Here are photos of some of mine from years ago. (Note they were small plants, only a few inches high):










And stolon/root detail:


----------



## tgreen

I defer to you on perennial annua. I don't have any first-hand experience but didn't think it produced a stolon. How do you differentiate between poa annua and perennial annua?


----------



## Green

tgreen said:


> I defer to you on perennial annua. I don't have any first-hand experience but didn't think it produced a stolon. How do you differentiate between poa annua and perennial annua?


I'm pretty sure that's what this is, both mine and Grasshopper's.

It's not easy to tell if they're perennial...but one thing to note is that it doesn't die over the Winter or Summer, or anytime. But that's not an easy thing tell. Also, It's not clear if perennial always means stolons, or stolons always mean perennial.
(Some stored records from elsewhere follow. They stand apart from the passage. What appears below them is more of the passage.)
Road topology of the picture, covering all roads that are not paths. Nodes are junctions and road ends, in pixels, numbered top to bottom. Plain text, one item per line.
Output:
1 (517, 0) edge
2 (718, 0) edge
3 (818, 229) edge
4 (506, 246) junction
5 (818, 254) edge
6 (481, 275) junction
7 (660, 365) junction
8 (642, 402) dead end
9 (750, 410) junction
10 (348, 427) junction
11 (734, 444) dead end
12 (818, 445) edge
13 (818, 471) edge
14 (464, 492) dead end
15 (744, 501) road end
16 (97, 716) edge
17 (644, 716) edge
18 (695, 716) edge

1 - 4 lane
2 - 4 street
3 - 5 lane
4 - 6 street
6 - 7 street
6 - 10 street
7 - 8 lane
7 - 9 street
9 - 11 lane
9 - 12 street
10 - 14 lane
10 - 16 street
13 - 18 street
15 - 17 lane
But I will say this stuff has all the classic Poa annua traits...except for the funky stolon-ish roots. But I just looked, and those photos were taken back in 2013.

I actually noticed some seedlings today in one of the areas where I killed Triv and/or Perennial annua in the Spring. I'm not sure what the seedlings were, but were likely either Triv or annua, as opposed to KBG. Some type of Bluegrass. Amazing there were still seeds in the area (same general area where the plants in the photos above from 2013 came from). I didn't notice them until I raked the area to reseed today. Pulled them out and threw them away.


----------



## Green

@tgreen, I wondered if I should have given samples to a turf breeder. "Creeping Bluegrass" is a big market these days, and we actually have someone who planted some and has a lawn journal (rule11):

https://thelawnforum.com/viewtopic.php?f=27&t=4771&start=40

To me, it looks like a refined version of what Grasshopper and I posted.


----------



## Grasshopper

Thanks for your input on this guys.

Those plants were found when I had been mowing at just under an inch daily, not sure if that would have contributed to stolon production.

I found this plant which seems to be same type today in the same area



Stolon rooting is more developed but there's also the annua crinkling on the wide blade on the far left..

It also doesn't string as green mentions like the triv I've found does...


----------



## Grasshopper

Wondering if anyone knows if poa triv seedheads develop on the main plant or at the end of a stolon as this plant does?


----------